The aqueduct spurred growth in Los Angeles that has never relented. By the 1960s, the city had another water supply-and-demand problem to solve. It looked again to the Owens Valley and built a second aqueduct 177 miles long, to be filled by the intensive pumping of underground water.

Local officials and civic groups say that tactic devastated wildlife and vegetation. Using new environmental laws, they sued Los Angeles for damages in 1972 -- then spent 25 years squabbling.

In 1997, the city agreed in a court settlement to restore the Owens River, but that pact appeared to be stalled until the state stepped in late last year and filed a lawsuit demanding that Los Angeles get moving on the project. Soon afterward, the city agreed to new deadlines for returning water to the river.

"While the city relies heavily upon the Owens River for our high-quality drinking water," Los Angeles Mayor James K. Hahn said at a ceremony earlier this year to announce the restoration plan, "preserving the Eastern Sierra and the Owens Valley is just as important."

The reckoning is at hand. Maybe.

"On a map, the Owens Valley was still there, but it had ceased to exist as a place with its own aspirations, its own destiny."

-- Marc Reisner, "Cadillac Desert."

Water could be returned to the Owens River next year, but a few technicalities still have to be resolved, and lingering tensions over them could become deal breakers.

Los Angeles has until the end of June to submit a final environmental report on the river renewal to a court. It is not clear whether the city will meet that deadline, but Gewe expects the project to proceed. "We've stepped up to the plate," he said. "The question mark is the timetable."

To residents in the Owens Valley, that sounds like a ploy. "We've been hearing it for years," said Mark Bagley, who leads the local chapter of the Sierra Club. "The city seems to be continuing not to make the best effort to move forward. They're looking for every advantage they can find to save water."

Relying on conservation
Los Angeles almost certainly will have to rely more on conservation, which is no longer an optional habit in the West.

The city already is going to extremes to save water. It has enticed more than 1 million residents to install toilets designed to use less water. It is also giving away low-flow showerheads and offering cash rebates to families that buy water-saving washing machines.

The campaign is working: The city uses roughly the same amount of water now as it did 20 years ago, even though its population has grown by about 700,000 residents. But now it will have to do even more conserving. Los Angeles currently relies on the Owens Valley for about one-third of its water.
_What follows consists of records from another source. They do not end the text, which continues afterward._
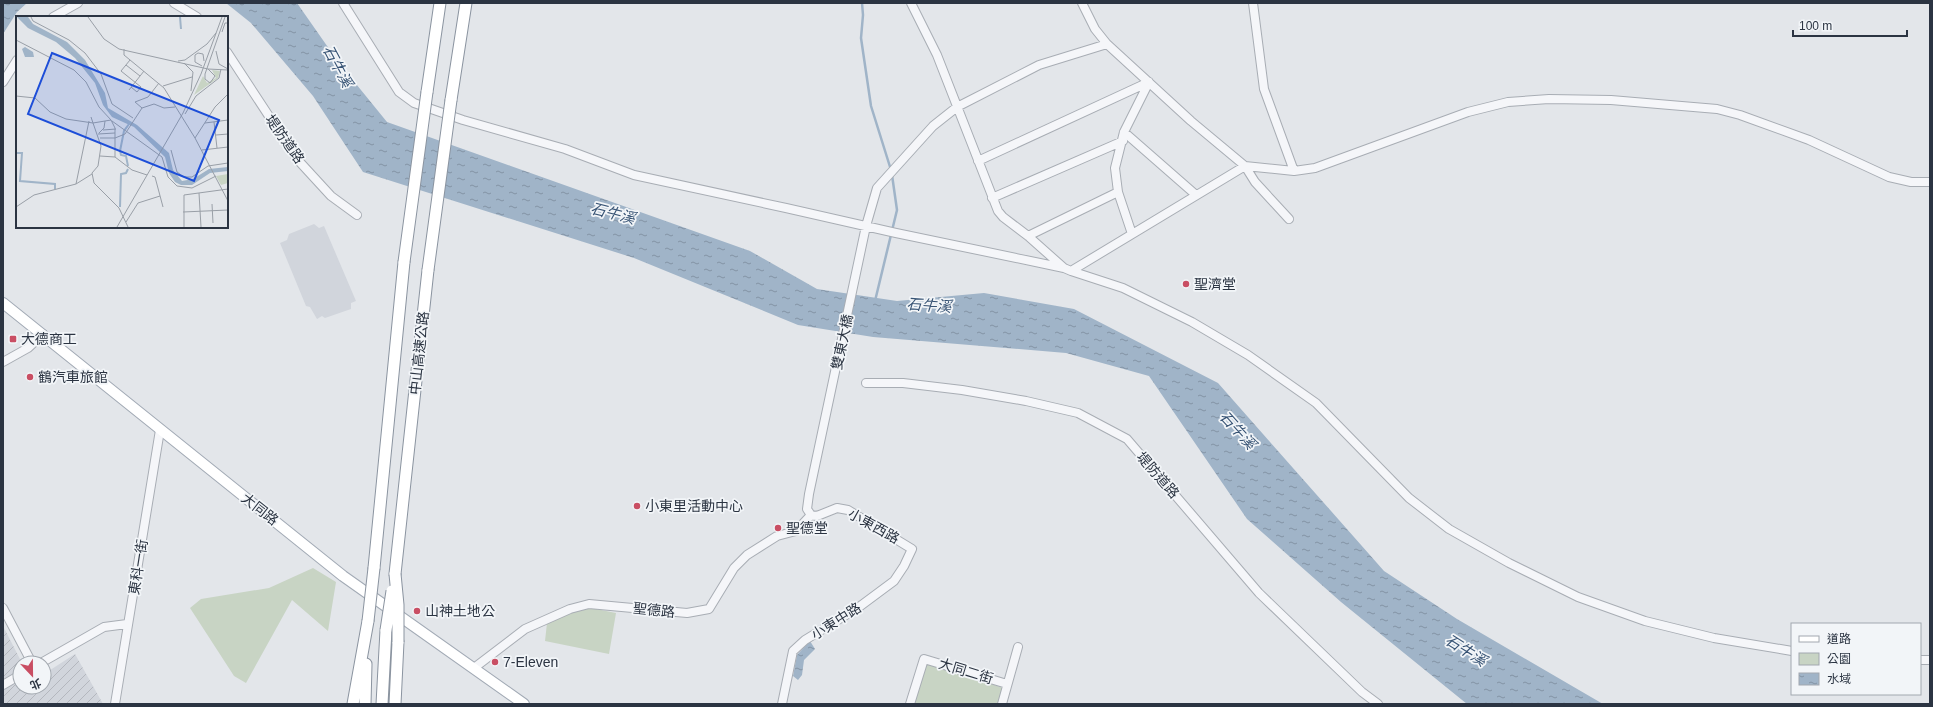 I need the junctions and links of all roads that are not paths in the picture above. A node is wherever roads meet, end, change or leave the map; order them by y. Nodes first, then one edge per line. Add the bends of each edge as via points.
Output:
1 (78, 3) edge
2 (174, 3) edge
3 (343, 3) edge
4 (440, 3) edge
5 (466, 3) edge
6 (911, 3) edge
7 (1082, 3) edge
8 (1253, 3) edge
9 (55, 16) edge
10 (195, 16) edge
11 (1107, 44) junction
12 (228, 54) edge
13 (16, 62) edge
14 (3, 82) edge
15 (1149, 82) junction
16 (958, 107) junction
17 (1124, 132) junction
18 (1123, 141) junction
19 (978, 161) junction
20 (1244, 166) junction
21 (1294, 171) junction
22 (1930, 182) edge
23 (1118, 192) junction
24 (1196, 195) junction
25 (992, 198) junction
26 (357, 215) dead end
27 (1290, 219) dead end
28 (866, 226) junction
29 (1132, 234) junction
30 (1028, 236) junction
31 (1068, 270) junction
32 (3, 303) edge
33 (43, 334) junction
34 (3, 362) edge
35 (866, 383) dead end
36 (160, 430) junction
37 (811, 515) junction
38 (912, 549) joint
39 (395, 574) junction
40 (3, 608) edge
41 (368, 622) junction
42 (127, 624) junction
43 (1018, 647) dead end
44 (1791, 651) edge
45 (28, 655) edge
46 (52, 657) edge
47 (474, 668) junction
48 (12, 680) edge
49 (1007, 684) junction
50 (3, 685) edge
51 (114, 704) edge
52 (353, 704) edge
53 (364, 704) edge
54 (382, 704) edge
55 (395, 704) edge
56 (524, 704) edge
57 (782, 704) edge
58 (910, 704) edge
59 (1002, 704) edge
60 (1378, 704) edge

1 - 9 street
2 - 10 street
3 - 28 street via 400,92 414,103 565,149 634,175
4 - 41 highway, 中山高速公路, bridge via 404,262
5 - 39 highway, 中山高速公路, bridge via 428,270
6 - 16 street via 937,54
7 - 11 street via 1095,29
8 - 21 street via 1264,89
11 - 15 street
11 - 16 street, 雙東大橋 via 1039,65
12 - 26 street, 堤防道路 via 297,159 331,196
13 - 14 street
15 - 17 street
15 - 19 street
15 - 20 street
16 - 19 street
16 - 28 street, 雙東大橋 via 933,126 877,188
17 - 18 street
17 - 24 street
18 - 23 street via 1115,168
18 - 25 street
19 - 25 street
20 - 21 street
20 - 24 street
20 - 27 street via 1254,182
21 - 22 street via 1333,163 1468,112 1508,102 1603,99 1717,109 1808,140 1889,177 1911,182
23 - 29 street
23 - 30 street
24 - 29 street
25 - 30 street via 1003,217
28 - 31 street
28 - 37 street, 雙東大橋 via 807,503
29 - 31 street
30 - 31 street
31 - 44 street via 1123,288 1192,322 1248,355 1316,403 1409,498 1449,529 1509,563 1578,597 1644,621 1714,638
32 - 33 main road, 大同路
33 - 34 street via 28,348
33 - 36 main road, 大同路
35 - 60 street, 堤防道路 via 910,384 1026,401 1078,413 1127,439 1259,593 1362,692
36 - 42 street, 東科一街 via 133,602
36 - 47 main road, 大同路 via 343,576
37 - 38 street, 小東西路 via 817,516 837,508 848,510
37 - 47 street, 聖德路 via 796,530 778,536 747,555 734,568 709,609 686,613 589,604 570,609 525,629
38 - 57 street, 小東中路 via 894,581 859,607 811,636 793,651
39 - 54 highway, 中山高速公路, bridge via 386,630
39 - 55 highway, bridge via 398,605
40 - 45 street
41 - 52 highway
41 - 53 highway, 中山高速公路
42 - 46 street via 104,627
42 - 51 street, 東科一街
43 - 49 street
47 - 56 main road, 大同路
48 - 50 street
49 - 58 street, 大同二街 via 924,658
49 - 59 street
"Without question, filling the river is going to cost L.A. a significant supply," James said.

The plan calls for pumping enough water into the river to create a waist-deep flow. That's far below its historical levels, but should be enough to cultivate new trees along its banks and create a vibrant new habitat for fish and game.

A restored river also could bring recreational crowds to the Owens Valley for fishing, kayaking and bird-watching. "It will really help the local economy," Prather said, "if more people come up here to bait a few hooks."

Shifting water from the aqueduct will be the simplest part of the project, requiring only a few engineering maneuvers. But on the southern end of the river, a pumping station will have to be built to manage the flow. Officials are planning to allow some water to seep into the dry Owens Lake, where Los Angeles has begun trying to stop the dust problem, and to send some back to the aqueduct after it has made its way through the river.

Brian Tillemans, the L.A. water department's watershed resource manager in the Eastern Sierra, said the river's recovery could take seven years.

"It's going to be fantastic habitat," he said. "This project is almost unprecedented in the West. I think the skepticism is going to disappear once it gets started. People will be too busy enjoying the river."

Prather sounds weary of the long fight. But as he walked along the river's bleak banks, he said he has never felt so close to victory -- to seeing bass jump from the water and pretty cottonwoods and willows rise up from the dry dirt.

"It's not much to look at now," he said. "But it's coming back."